• **Required action**: A full, exact copy of the listing is needed, with images omitted.
┄┄┄┄┄┄┄┄┄┄┄┄┄┄┄┄┄┄┄┄
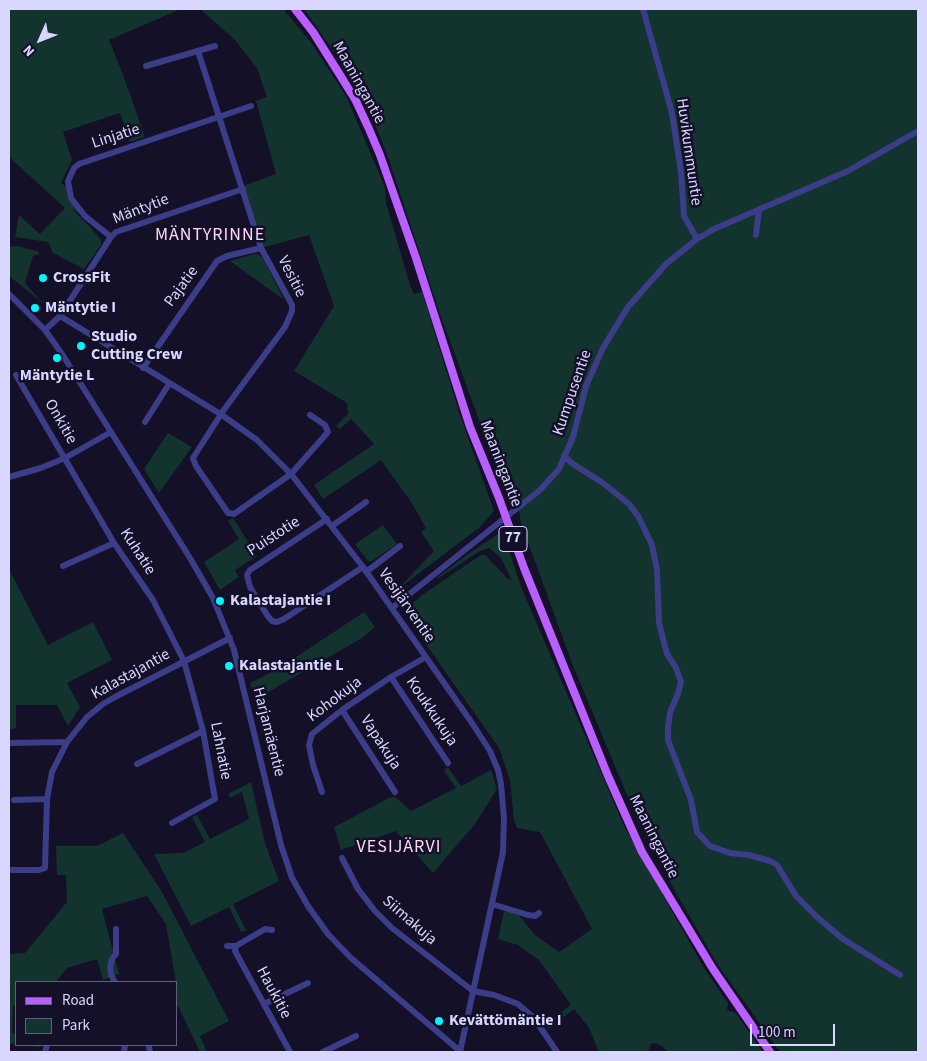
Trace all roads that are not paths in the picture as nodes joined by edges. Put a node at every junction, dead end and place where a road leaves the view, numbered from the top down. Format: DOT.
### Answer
graph roads {
  1 [pos="295,9"];
  2 [pos="643,9"];
  3 [pos="215,46"];
  4 [pos="198,51"];
  5 [pos="146,66"];
  6 [pos="252,106"];
  7 [pos="219,118"];
  8 [pos="918,131"];
  9 [pos="243,189"];
  10 [pos="759,210"];
  11 [pos="756,235"];
  12 [pos="111,237"];
  13 [pos="697,239"];
  14 [pos="261,248"];
  15 [pos="9,294"];
  16 [pos="60,316"];
  17 [pos="45,330"];
  18 [pos="143,368"];
  19 [pos="16,375"];
  20 [pos="169,384"];
  21 [pos="222,415"];
  22 [pos="310,416"];
  23 [pos="145,422"];
  24 [pos="111,432"];
  25 [pos="564,456"];
  26 [pos="65,458"];
  27 [pos="291,474"];
  28 [pos="9,477"];
  29 [pos="366,502"];
  30 [pos="327,519"];
  31 [pos="506,519"];
  32 [pos="332,526"];
  33 [pos="114,543"];
  34 [pos="400,546"];
  35 [pos="63,566"];
  36 [pos="364,569"];
  37 [pos="392,608"];
  38 [pos="230,638"];
  39 [pos="426,657"];
  40 [pos="184,661"];
  41 [pos="391,677"];
  42 [pos="342,710"];
  43 [pos="203,731"];
  44 [pos="66,742"];
  45 [pos="9,743"];
  46 [pos="448,763"];
  47 [pos="137,764"];
  48 [pos="322,792"];
  49 [pos="395,792"];
  50 [pos="48,799"];
  51 [pos="14,800"];
  52 [pos="172,823"];
  53 [pos="342,858"];
  54 [pos="11,870"];
  55 [pos="492,904"];
  56 [pos="539,913"];
  57 [pos="116,929"];
  58 [pos="272,930"];
  59 [pos="227,946"];
  60 [pos="236,946"];
  61 [pos="900,975"];
  62 [pos="114,981"];
  63 [pos="308,983"];
  64 [pos="473,991"];
  65 [pos="264,1004"];
  66 [pos="356,1036"];
  67 [pos="290,1052"];
  68 [pos="323,1052"];
  69 [pos="460,1052"];
  70 [pos="557,1052"];
  71 [pos="770,1052"];
  1 -- 31 [label="main road, Maaningantie / 77"];
  2 -- 13 [label="street, Huvikummuntie"];
  3 -- 4 [label="street"];
  4 -- 5 [label="street"];
  4 -- 7 [label="street, Vesitie"];
  6 -- 7 [label="street, Linjatie"];
  7 -- 9 [label="street, Vesitie"];
  7 -- 12 [label="street, Linjatie"];
  8 -- 10 [label="street, Kumpusentie"];
  9 -- 12 [label="street, Mäntytie"];
  9 -- 14 [label="street, Vesitie"];
  10 -- 11 [label="street"];
  10 -- 13 [label="street, Kumpusentie"];
  12 -- 16 [label="street, Mäntytie"];
  13 -- 25 [label="street, Kumpusentie"];
  14 -- 18 [label="street, Pajatie"];
  14 -- 21 [label="street, Vesitie"];
  15 -- 17 [label="street, Harjamäentie"];
  16 -- 17 [label="street"];
  16 -- 18 [label="street, Vesijärventie"];
  17 -- 24 [label="street, Harjamäentie"];
  18 -- 20 [label="street, Vesijärventie"];
  19 -- 26 [label="street, Onkitie"];
  20 -- 21 [label="street, Vesijärventie"];
  20 -- 23 [label="street"];
  21 -- 27 [label="street, Vesijärventie"];
  21 -- 27 [label="street"];
  22 -- 27 [label="street"];
  24 -- 26 [label="street"];
  24 -- 38 [label="street, Harjamäentie"];
  25 -- 31 [label="street, Kumpusentie"];
  25 -- 61 [label="street"];
  26 -- 28 [label="street"];
  26 -- 33 [label="street, Kuhatie"];
  27 -- 30 [label="street, Vesijärventie"];
  29 -- 32 [label="street"];
  30 -- 32 [label="street, Vesijärventie"];
  30 -- 36 [label="street, Puistotie"];
  31 -- 37 [label="street, Kumpusentie"];
  31 -- 71 [label="main road, Maaningantie / 77"];
  32 -- 36 [label="street, Vesijärventie"];
  33 -- 35 [label="street"];
  33 -- 40 [label="street, Kuhatie"];
  34 -- 36 [label="street"];
  36 -- 37 [label="street, Vesijärventie"];
  37 -- 39 [label="street, Vesijärventie"];
  38 -- 40 [label="street, Kalastajantie"];
  38 -- 69 [label="street, Harjamäentie"];
  39 -- 41 [label="street, Kohokuja"];
  39 -- 55 [label="street, Vesijärventie"];
  40 -- 43 [label="street, Lahnatie"];
  40 -- 44 [label="street, Kalastajantie"];
  41 -- 42 [label="street, Kohokuja"];
  41 -- 46 [label="street, Koukkukuja"];
  42 -- 48 [label="street, Kohokuja"];
  42 -- 49 [label="street, Vapakuja"];
  43 -- 47 [label="street"];
  43 -- 52 [label="street, Lahnatie"];
  44 -- 45 [label="street"];
  44 -- 50 [label="street, Kalastajantie"];
  50 -- 51 [label="street"];
  50 -- 54 [label="street, Kalastajantie"];
  53 -- 64 [label="street, Siimakuja"];
  55 -- 56 [label="street"];
  55 -- 64 [label="street, Vesijärventie"];
  57 -- 62 [label="street"];
  58 -- 60 [label="street"];
  59 -- 60 [label="street"];
  60 -- 65 [label="street, Haukitie"];
  63 -- 65 [label="street"];
  64 -- 69 [label="street, Vesijärventie"];
  64 -- 70 [label="street"];
  65 -- 67 [label="street, Haukitie"];
  66 -- 68 [label="street"];
}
┄┄┄┄┄┄┄┄┄┄┄┄┄┄┄┄┄┄┄┄
• **Answer to the problem**:
Trace all roads that are not paths in the picture as nodes joined by edges. Put a node at every junction, dead end and place where a road leaves the view, numbered from the top down. Format: DOT.
### Answer
graph roads {
  1 [pos="295,9"];
  2 [pos="643,9"];
  3 [pos="215,46"];
  4 [pos="198,51"];
  5 [pos="146,66"];
  6 [pos="252,106"];
  7 [pos="219,118"];
  8 [pos="918,131"];
  9 [pos="243,189"];
  10 [pos="759,210"];
  11 [pos="756,235"];
  12 [pos="111,237"];
  13 [pos="697,239"];
  14 [pos="261,248"];
  15 [pos="9,294"];
  16 [pos="60,316"];
  17 [pos="45,330"];
  18 [pos="143,368"];
  19 [pos="16,375"];
  20 [pos="169,384"];
  21 [pos="222,415"];
  22 [pos="310,416"];
  23 [pos="145,422"];
  24 [pos="111,432"];
  25 [pos="564,456"];
  26 [pos="65,458"];
  27 [pos="291,474"];
  28 [pos="9,477"];
  29 [pos="366,502"];
  30 [pos="327,519"];
  31 [pos="506,519"];
  32 [pos="332,526"];
  33 [pos="114,543"];
  34 [pos="400,546"];
  35 [pos="63,566"];
  36 [pos="364,569"];
  37 [pos="392,608"];
  38 [pos="230,638"];
  39 [pos="426,657"];
  40 [pos="184,661"];
  41 [pos="391,677"];
  42 [pos="342,710"];
  43 [pos="203,731"];
  44 [pos="66,742"];
  45 [pos="9,743"];
  46 [pos="448,763"];
  47 [pos="137,764"];
  48 [pos="322,792"];
  49 [pos="395,792"];
  50 [pos="48,799"];
  51 [pos="14,800"];
  52 [pos="172,823"];
  53 [pos="342,858"];
  54 [pos="11,870"];
  55 [pos="492,904"];
  56 [pos="539,913"];
  57 [pos="116,929"];
  58 [pos="272,930"];
  59 [pos="227,946"];
  60 [pos="236,946"];
  61 [pos="900,975"];
  62 [pos="114,981"];
  63 [pos="308,983"];
  64 [pos="473,991"];
  65 [pos="264,1004"];
  66 [pos="356,1036"];
  67 [pos="290,1052"];
  68 [pos="323,1052"];
  69 [pos="460,1052"];
  70 [pos="557,1052"];
  71 [pos="770,1052"];
  1 -- 31 [label="main road, Maaningantie / 77"];
  2 -- 13 [label="street, Huvikummuntie"];
  3 -- 4 [label="street"];
  4 -- 5 [label="street"];
  4 -- 7 [label="street, Vesitie"];
  6 -- 7 [label="street, Linjatie"];
  7 -- 9 [label="street, Vesitie"];
  7 -- 12 [label="street, Linjatie"];
  8 -- 10 [label="street, Kumpusentie"];
  9 -- 12 [label="street, Mäntytie"];
  9 -- 14 [label="street, Vesitie"];
  10 -- 11 [label="street"];
  10 -- 13 [label="street, Kumpusentie"];
  12 -- 16 [label="street, Mäntytie"];
  13 -- 25 [label="street, Kumpusentie"];
  14 -- 18 [label="street, Pajatie"];
  14 -- 21 [label="street, Vesitie"];
  15 -- 17 [label="street, Harjamäentie"];
  16 -- 17 [label="street"];
  16 -- 18 [label="street, Vesijärventie"];
  17 -- 24 [label="street, Harjamäentie"];
  18 -- 20 [label="street, Vesijärventie"];
  19 -- 26 [label="street, Onkitie"];
  20 -- 21 [label="street, Vesijärventie"];
  20 -- 23 [label="street"];
  21 -- 27 [label="street, Vesijärventie"];
  21 -- 27 [label="street"];
  22 -- 27 [label="street"];
  24 -- 26 [label="street"];
  24 -- 38 [label="street, Harjamäentie"];
  25 -- 31 [label="street, Kumpusentie"];
  25 -- 61 [label="street"];
  26 -- 28 [label="street"];
  26 -- 33 [label="street, Kuhatie"];
  27 -- 30 [label="street, Vesijärventie"];
  29 -- 32 [label="street"];
  30 -- 32 [label="street, Vesijärventie"];
  30 -- 36 [label="street, Puistotie"];
  31 -- 37 [label="street, Kumpusentie"];
  31 -- 71 [label="main road, Maaningantie / 77"];
  32 -- 36 [label="street, Vesijärventie"];
  33 -- 35 [label="street"];
  33 -- 40 [label="street, Kuhatie"];
  34 -- 36 [label="street"];
  36 -- 37 [label="street, Vesijärventie"];
  37 -- 39 [label="street, Vesijärventie"];
  38 -- 40 [label="street, Kalastajantie"];
  38 -- 69 [label="street, Harjamäentie"];
  39 -- 41 [label="street, Kohokuja"];
  39 -- 55 [label="street, Vesijärventie"];
  40 -- 43 [label="street, Lahnatie"];
  40 -- 44 [label="street, Kalastajantie"];
  41 -- 42 [label="street, Kohokuja"];
  41 -- 46 [label="street, Koukkukuja"];
  42 -- 48 [label="street, Kohokuja"];
  42 -- 49 [label="street, Vapakuja"];
  43 -- 47 [label="street"];
  43 -- 52 [label="street, Lahnatie"];
  44 -- 45 [label="street"];
  44 -- 50 [label="street, Kalastajantie"];
  50 -- 51 [label="street"];
  50 -- 54 [label="street, Kalastajantie"];
  53 -- 64 [label="street, Siimakuja"];
  55 -- 56 [label="street"];
  55 -- 64 [label="street, Vesijärventie"];
  57 -- 62 [label="street"];
  58 -- 60 [label="street"];
  59 -- 60 [label="street"];
  60 -- 65 [label="street, Haukitie"];
  63 -- 65 [label="street"];
  64 -- 69 [label="street, Vesijärventie"];
  64 -- 70 [label="street"];
  65 -- 67 [label="street, Haukitie"];
  66 -- 68 [label="street"];
}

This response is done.